Monatsspruch Juli 2007

Jesus Christus spricht: Lasst euer Licht leuchten vor den Leuten, damit sie eure guten Werke sehen und euren Vater im Himmel preisen. (Matthäus 5,16)

Liebe Leserin, lieber Leser,

vor langer Zeit las ich eine erfundene Geschichte von einem Mann, der einigen namhaften Künstlern ins Gewissen redete. Goethe verzichtete daraufhin, den "Faust" zu schreiben, Beethoven komponierte nicht die "Neunte" und C. D. Friedrich warf die angefangenen "Kreidefelsen" auf den Müll. Schade drum!

Ein blödes Buch, aber ich denke immer wieder drüber nach. Wäre es nicht besser, wir wären weniger fleißig? Wozu brauchen wir all das Zeug, das heute produziert wird? Es gibt genug funktionsfähige Rasierapparate, Spargelschäler, Korkenzieher. Wozu muss man immer wieder neue erfinden? Wir haben genug schöne, passende und ganze Kleidungsstücke im Schrank. Warum müssen wir schon wieder neue kaufen? Es gibt Unmassen von Filmen, die wir bestimmt noch nicht gesehen haben. Und trotzdem werden immer wieder neue gedreht. Es gibt eine unübersehbare Fülle von Predigten und Andachten. Und trotzdem tippe ich jeden Monat eine neue, extra für den CVJM Reinheim.

Wäre unser Leben nicht einfacher und übersichtlicher und hätten wir nicht mehr Zeit für einander, wenn wir uns mit dem Vorhandenen begnügen würden und weniger fleißig wären? Auch für unsere Umwelt wäre es besser: weniger Rohstoff- und Energieverbrauch, weniger Müll, weniger Treibhausgase.

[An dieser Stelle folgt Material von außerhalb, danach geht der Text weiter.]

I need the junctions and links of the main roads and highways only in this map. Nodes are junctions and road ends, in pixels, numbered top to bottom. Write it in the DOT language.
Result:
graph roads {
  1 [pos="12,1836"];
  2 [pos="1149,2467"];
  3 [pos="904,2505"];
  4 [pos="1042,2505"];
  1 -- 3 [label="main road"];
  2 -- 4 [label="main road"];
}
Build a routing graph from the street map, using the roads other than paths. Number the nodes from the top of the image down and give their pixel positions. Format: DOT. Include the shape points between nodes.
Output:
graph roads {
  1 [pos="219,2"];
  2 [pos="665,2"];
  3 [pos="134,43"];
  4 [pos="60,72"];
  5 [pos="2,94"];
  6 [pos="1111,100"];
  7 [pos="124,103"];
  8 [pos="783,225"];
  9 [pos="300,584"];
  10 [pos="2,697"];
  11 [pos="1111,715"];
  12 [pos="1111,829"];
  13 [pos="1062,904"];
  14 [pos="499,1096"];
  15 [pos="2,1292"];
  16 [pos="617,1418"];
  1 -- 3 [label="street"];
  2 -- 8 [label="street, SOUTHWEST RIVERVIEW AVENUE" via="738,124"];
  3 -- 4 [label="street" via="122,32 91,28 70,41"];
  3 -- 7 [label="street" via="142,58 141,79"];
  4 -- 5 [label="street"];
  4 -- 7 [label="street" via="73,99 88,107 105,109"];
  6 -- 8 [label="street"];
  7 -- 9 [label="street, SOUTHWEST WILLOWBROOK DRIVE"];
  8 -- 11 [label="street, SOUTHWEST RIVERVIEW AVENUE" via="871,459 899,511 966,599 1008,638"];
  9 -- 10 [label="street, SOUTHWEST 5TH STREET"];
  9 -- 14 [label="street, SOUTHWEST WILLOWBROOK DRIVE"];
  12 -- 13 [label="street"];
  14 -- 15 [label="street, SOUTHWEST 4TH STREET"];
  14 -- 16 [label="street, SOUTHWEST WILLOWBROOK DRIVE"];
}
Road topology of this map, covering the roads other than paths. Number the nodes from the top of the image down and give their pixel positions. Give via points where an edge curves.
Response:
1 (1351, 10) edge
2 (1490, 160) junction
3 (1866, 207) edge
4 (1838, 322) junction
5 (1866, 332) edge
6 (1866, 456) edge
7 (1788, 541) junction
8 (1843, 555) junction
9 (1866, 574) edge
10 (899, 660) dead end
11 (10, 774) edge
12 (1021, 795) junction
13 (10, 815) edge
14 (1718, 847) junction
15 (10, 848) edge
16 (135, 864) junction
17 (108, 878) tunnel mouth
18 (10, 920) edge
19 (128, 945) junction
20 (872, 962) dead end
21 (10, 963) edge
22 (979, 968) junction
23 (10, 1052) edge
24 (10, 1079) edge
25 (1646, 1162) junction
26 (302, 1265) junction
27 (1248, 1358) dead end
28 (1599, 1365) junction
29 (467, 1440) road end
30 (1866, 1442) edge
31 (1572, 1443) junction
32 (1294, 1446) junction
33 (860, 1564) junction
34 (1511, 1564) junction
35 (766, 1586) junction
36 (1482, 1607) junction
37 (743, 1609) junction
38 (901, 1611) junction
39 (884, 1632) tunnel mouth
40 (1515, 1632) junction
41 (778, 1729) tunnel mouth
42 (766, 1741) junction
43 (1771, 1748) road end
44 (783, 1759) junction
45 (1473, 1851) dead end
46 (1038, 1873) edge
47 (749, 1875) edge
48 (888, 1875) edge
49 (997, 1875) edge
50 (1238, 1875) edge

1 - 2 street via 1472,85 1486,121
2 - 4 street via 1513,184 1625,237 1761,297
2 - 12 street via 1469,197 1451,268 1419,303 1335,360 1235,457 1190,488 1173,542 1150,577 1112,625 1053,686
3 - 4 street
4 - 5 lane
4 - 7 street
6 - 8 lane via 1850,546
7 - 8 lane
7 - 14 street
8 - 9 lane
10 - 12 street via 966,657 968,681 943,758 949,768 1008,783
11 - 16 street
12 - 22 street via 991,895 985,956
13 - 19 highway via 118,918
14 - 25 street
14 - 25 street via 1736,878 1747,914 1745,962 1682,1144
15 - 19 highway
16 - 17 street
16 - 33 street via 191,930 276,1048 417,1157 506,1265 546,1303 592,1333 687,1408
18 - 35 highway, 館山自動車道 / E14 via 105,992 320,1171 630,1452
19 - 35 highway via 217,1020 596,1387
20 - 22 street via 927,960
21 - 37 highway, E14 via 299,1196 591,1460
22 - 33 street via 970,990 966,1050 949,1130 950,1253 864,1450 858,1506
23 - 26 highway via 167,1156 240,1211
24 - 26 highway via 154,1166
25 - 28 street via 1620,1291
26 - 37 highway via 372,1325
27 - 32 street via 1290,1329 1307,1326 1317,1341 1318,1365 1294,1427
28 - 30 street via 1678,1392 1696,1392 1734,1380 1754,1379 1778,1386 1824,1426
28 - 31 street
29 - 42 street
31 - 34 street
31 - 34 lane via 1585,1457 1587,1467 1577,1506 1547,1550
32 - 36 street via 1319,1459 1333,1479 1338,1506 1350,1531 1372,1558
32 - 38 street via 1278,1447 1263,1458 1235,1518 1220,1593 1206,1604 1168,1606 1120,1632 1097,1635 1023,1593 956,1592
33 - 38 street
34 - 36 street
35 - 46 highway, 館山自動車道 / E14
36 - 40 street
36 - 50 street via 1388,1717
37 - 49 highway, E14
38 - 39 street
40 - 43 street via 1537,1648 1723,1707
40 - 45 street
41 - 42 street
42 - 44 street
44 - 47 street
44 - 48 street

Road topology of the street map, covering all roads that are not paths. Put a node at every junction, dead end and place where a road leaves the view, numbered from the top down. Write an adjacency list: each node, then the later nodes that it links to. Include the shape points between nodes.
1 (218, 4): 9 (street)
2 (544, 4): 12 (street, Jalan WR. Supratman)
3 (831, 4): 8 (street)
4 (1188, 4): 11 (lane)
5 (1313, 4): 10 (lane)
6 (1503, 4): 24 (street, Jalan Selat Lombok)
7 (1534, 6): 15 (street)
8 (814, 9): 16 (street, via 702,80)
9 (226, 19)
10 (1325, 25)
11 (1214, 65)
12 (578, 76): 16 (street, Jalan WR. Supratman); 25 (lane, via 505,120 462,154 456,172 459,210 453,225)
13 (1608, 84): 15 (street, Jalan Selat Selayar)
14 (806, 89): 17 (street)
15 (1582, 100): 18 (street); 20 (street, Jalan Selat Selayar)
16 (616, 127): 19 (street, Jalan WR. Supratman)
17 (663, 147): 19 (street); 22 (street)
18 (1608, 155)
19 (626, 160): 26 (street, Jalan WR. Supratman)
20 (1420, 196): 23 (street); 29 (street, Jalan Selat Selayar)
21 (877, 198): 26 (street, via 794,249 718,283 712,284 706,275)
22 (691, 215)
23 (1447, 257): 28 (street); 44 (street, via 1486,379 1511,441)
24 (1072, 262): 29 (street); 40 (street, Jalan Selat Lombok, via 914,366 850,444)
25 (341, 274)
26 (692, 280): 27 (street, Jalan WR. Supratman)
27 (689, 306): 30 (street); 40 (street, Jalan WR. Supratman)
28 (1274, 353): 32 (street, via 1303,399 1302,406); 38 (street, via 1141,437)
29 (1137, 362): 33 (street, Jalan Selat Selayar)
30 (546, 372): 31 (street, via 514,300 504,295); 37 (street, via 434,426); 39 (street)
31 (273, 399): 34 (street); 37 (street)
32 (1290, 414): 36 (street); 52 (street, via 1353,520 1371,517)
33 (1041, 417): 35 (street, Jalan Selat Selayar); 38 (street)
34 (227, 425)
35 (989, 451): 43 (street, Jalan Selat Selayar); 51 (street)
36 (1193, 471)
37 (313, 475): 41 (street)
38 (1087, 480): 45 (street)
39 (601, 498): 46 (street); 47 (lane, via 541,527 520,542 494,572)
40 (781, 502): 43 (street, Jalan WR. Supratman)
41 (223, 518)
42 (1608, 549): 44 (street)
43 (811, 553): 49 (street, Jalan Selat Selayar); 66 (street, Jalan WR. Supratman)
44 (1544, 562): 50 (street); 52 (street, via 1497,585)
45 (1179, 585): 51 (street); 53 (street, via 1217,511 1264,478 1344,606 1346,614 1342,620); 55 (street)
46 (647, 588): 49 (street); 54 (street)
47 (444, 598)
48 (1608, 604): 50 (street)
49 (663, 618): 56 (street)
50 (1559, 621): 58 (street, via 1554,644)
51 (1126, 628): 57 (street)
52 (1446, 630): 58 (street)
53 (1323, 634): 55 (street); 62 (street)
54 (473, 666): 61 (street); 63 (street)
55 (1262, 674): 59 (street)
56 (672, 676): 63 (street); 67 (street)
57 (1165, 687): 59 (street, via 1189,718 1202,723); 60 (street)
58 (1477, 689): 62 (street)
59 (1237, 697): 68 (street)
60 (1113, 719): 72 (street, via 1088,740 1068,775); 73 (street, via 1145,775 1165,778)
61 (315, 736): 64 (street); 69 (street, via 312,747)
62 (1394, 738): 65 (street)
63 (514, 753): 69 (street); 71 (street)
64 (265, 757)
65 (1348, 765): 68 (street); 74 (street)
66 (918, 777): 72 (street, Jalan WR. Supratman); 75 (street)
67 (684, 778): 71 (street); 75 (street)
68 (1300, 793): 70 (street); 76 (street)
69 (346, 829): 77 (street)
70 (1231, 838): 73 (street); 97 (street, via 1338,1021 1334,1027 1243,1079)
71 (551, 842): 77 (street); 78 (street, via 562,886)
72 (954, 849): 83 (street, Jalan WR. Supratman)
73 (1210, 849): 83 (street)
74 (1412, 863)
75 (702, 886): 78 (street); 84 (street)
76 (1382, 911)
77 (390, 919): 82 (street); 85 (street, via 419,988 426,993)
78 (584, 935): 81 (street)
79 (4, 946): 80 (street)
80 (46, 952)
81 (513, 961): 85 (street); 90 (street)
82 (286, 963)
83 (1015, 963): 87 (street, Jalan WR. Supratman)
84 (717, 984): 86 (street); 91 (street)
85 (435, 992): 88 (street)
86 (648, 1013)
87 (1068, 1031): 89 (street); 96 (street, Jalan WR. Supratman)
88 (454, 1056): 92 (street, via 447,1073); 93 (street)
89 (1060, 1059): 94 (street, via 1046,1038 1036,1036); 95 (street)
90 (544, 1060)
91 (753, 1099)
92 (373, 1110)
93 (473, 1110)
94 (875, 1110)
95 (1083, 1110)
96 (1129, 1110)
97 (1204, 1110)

Jesus hat Luxus und Überfluss kritisiert und gefordert, die Armen zu unterstützen. Aber ab und zu hat er sich einen bescheidenen Luxus gegönnt, trug ein teures Hemd, ließ sich zu Festmahlen einladen, duldete, dass man ihn salbte, und ritt auf einem geliehenen Esel. Und hat seine Jünger und uns aufgefordert, unsere "Pfunde und Talente" nutzbringend anzuwenden: Da geht es nicht um Geldsummen wie im Gleichnis, sondern um Gaben und Fähigkeiten, die Gott uns anvertraut hat. Es wäre eine Beleidigung des Schöpfers, sie nicht zu nutzen.

In diesem Sinne ist auch der Monatsspruch aus der Bergpredigt gemeint: Stellt euer Licht nicht unter einen Eimer ("Scheffel"), sondern auf den Kerzenständer, damit es hell wird in eurer Wohnung und in der Welt. "Lasst euer Licht leuchten vor den Leuten", denn "ihr seid das Licht der Welt."

Also freie Bahn den Tüchtigen? Zeigt, was ihr könnt und verwirklicht euch selbst? Das kann Jesus nicht gemeint haben. Denn in der Bergpredigt kritisiert er die "Theaterspieler", die mit ihren Frömmigkeitsübungen die Schau abziehen, um sich ins rechte Licht zu setzen. "Nein", meint Jesus, "stellt nicht euch in den Mittelpunkt. Die Öffentlichkeit soll nicht euch loben, sondern euern Vater im Himmel. Seid bescheiden."

Gott erwartet von uns nicht, dass wir uns als Stars aufspielen, sondern dass wir unser kleines Lichtlein leuchten lassen. Was ist das für ein Licht? Jesus kann damit nur die Liebe gemeint haben: Ein Fünkchen Liebe hat jeder, auch der herzloseste Mensch. Wie würde unsre Welt aussehen, wenn jeder dieses Fünkchen nicht in der Tiefe seines Herzens vergraben, sondern öffentlich zeigen würde?